Apart from the obvious awesomeness of launching a 10 x 10cm box of electronics into space and using it for a useful purpose, CubeSats are bringing down the costs of space exploration and opening up this frontier to thousands of engineers for all sorts of cool applications. Today, CubeSats are used for many things from science experiments to constellations of networked systems. The Internet of Space starts here.

Early CubeSats, particularly from the academic community, often used commercial off the shelf (COTS) components. This approach is changing, as specifications are becoming more demanding – they have to live longer, fly in more distant orbits and have to operate more reliably in radiation environments.

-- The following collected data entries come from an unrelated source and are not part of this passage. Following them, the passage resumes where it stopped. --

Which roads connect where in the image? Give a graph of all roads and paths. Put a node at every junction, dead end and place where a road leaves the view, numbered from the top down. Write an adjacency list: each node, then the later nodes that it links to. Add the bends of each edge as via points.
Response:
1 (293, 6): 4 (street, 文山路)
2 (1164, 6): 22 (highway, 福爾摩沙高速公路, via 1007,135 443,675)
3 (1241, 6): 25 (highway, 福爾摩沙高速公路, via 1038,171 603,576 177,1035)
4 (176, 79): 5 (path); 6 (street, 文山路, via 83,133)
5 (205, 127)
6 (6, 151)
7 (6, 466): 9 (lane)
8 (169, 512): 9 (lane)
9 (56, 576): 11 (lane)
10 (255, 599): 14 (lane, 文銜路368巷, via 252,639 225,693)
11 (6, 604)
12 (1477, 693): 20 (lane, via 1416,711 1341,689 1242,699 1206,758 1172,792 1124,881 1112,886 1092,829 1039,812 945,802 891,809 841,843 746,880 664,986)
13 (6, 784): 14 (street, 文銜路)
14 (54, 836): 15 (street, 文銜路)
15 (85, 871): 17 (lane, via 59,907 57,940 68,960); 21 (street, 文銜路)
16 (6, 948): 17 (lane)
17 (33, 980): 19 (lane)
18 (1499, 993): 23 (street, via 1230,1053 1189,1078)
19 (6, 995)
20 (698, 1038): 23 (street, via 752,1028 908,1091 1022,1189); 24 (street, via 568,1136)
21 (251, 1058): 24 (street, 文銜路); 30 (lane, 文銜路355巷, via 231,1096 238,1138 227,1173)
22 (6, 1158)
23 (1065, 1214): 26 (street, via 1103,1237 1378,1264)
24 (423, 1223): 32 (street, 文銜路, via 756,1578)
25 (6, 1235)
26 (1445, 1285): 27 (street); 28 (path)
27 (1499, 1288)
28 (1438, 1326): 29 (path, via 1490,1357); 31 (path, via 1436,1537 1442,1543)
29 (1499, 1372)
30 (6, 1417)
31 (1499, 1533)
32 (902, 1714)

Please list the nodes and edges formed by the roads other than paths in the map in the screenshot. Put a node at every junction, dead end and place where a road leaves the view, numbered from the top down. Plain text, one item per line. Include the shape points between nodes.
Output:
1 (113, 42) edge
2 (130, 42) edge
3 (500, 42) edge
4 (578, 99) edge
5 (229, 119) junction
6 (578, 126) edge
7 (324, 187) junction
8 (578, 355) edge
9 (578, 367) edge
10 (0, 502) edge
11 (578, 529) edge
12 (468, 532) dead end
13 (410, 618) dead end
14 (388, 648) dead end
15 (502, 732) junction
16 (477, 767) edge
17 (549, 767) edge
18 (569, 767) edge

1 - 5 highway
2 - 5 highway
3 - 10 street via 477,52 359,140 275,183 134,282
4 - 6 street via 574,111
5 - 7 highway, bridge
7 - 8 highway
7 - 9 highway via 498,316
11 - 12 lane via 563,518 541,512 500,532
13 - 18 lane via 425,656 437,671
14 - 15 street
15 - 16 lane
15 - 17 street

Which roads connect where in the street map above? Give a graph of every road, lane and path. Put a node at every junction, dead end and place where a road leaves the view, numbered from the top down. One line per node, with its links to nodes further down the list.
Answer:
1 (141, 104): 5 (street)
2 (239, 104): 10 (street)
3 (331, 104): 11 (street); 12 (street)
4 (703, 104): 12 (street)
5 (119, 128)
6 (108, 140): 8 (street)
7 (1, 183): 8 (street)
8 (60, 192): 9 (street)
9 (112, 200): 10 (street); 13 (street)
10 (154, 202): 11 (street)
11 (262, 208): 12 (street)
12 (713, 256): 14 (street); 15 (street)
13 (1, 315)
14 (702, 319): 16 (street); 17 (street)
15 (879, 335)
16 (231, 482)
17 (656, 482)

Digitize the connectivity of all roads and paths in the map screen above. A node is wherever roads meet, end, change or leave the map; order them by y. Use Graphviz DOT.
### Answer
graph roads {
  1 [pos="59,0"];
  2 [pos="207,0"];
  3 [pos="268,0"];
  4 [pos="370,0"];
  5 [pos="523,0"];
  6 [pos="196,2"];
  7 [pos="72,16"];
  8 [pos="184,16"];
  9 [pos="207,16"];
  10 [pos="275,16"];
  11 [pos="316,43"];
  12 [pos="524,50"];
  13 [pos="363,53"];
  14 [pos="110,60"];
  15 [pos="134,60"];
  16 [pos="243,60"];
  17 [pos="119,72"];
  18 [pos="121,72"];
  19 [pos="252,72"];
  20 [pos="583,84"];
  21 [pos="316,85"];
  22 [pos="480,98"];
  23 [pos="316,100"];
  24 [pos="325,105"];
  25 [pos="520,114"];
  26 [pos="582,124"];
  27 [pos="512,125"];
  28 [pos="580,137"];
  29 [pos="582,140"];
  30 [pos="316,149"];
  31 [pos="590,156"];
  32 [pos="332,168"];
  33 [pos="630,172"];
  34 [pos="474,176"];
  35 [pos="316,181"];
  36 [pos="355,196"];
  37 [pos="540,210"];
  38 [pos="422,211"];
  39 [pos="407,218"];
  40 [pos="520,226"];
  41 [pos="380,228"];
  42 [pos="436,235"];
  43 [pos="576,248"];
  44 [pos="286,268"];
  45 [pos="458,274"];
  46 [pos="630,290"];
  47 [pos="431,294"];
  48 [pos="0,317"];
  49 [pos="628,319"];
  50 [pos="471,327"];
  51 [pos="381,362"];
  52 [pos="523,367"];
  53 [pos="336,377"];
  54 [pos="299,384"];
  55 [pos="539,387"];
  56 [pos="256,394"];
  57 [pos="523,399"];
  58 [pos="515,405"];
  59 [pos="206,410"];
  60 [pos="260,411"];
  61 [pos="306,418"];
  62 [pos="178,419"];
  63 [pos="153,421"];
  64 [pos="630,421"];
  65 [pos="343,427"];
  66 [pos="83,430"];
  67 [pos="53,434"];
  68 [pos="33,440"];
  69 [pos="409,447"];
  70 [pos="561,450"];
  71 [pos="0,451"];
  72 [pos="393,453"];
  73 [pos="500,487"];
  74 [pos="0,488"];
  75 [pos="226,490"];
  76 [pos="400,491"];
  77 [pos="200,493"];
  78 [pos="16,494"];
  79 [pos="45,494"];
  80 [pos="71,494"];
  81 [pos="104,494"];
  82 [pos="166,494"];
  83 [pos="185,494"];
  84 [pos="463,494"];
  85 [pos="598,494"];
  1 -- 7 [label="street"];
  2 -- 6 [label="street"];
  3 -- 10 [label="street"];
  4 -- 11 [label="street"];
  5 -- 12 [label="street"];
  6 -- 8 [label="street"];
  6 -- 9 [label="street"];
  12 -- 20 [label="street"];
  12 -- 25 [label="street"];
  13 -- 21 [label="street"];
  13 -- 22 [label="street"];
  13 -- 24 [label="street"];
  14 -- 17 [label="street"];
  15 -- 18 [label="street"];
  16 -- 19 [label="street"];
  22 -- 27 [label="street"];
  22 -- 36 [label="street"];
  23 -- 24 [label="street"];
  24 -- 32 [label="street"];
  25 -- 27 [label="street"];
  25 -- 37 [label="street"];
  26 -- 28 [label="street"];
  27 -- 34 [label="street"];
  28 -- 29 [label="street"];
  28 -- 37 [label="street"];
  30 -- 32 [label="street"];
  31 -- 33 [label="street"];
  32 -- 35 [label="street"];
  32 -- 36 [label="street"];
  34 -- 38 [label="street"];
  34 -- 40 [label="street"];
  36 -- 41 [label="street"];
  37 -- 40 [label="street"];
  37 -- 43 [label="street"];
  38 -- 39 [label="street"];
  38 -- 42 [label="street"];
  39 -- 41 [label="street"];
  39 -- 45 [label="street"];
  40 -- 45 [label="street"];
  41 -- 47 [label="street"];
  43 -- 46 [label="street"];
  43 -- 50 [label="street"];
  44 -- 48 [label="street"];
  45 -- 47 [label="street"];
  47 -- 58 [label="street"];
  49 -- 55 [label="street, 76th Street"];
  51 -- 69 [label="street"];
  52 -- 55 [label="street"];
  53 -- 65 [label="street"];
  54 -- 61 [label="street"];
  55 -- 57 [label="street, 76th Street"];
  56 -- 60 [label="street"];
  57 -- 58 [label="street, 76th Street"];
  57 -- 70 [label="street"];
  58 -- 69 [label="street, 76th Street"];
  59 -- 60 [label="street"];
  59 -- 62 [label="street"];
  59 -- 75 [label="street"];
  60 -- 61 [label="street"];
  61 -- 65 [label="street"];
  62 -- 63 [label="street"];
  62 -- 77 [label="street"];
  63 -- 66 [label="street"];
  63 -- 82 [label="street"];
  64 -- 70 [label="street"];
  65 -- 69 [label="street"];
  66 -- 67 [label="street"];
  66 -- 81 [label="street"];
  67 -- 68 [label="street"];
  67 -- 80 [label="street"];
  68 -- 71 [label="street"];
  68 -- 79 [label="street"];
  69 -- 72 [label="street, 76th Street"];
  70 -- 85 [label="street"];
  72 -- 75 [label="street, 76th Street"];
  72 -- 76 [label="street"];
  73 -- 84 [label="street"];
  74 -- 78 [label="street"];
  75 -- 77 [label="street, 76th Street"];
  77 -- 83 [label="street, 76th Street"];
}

Since the VA10820 product launch in May 2016, there has been a steady stream of requests coming into the VORAGO website asking about the VA10820 rad-hard Cortex-M0. Finally, there is an affordable programmable device that can provide a radiation hardened anchor chip for any CubeSat budget. It has been picked up by designers for Command & Data Handling as well as a Watchdog to monitor, load and reset a more powerful (and expensive) FPGA for small sats that need more horsepower. For CubeSats with a limited budget, the combination of the rad-hard VA10820 MCU with a non-hard FPGA appears to be a device duo that is both robust and significantly lower cost than using only a rad-hard FPGA.

The ARM Cortex-M architecture has clearly been a major factor in the popularity of the VA10820 for CubeSats. The CubeSat generation of engineers have grown up expecting access to an ecosystem of development tools, support, ease-of-use and low power consumption that characterize the ARM Cortex-M experience.  As an increasing number of CubeSat constellations are launched in orbit in the coming years, we’ll enjoy watching the Internet of Space enabled by the VA10820 rad-hard ARM Cortex-M0 microcontroller.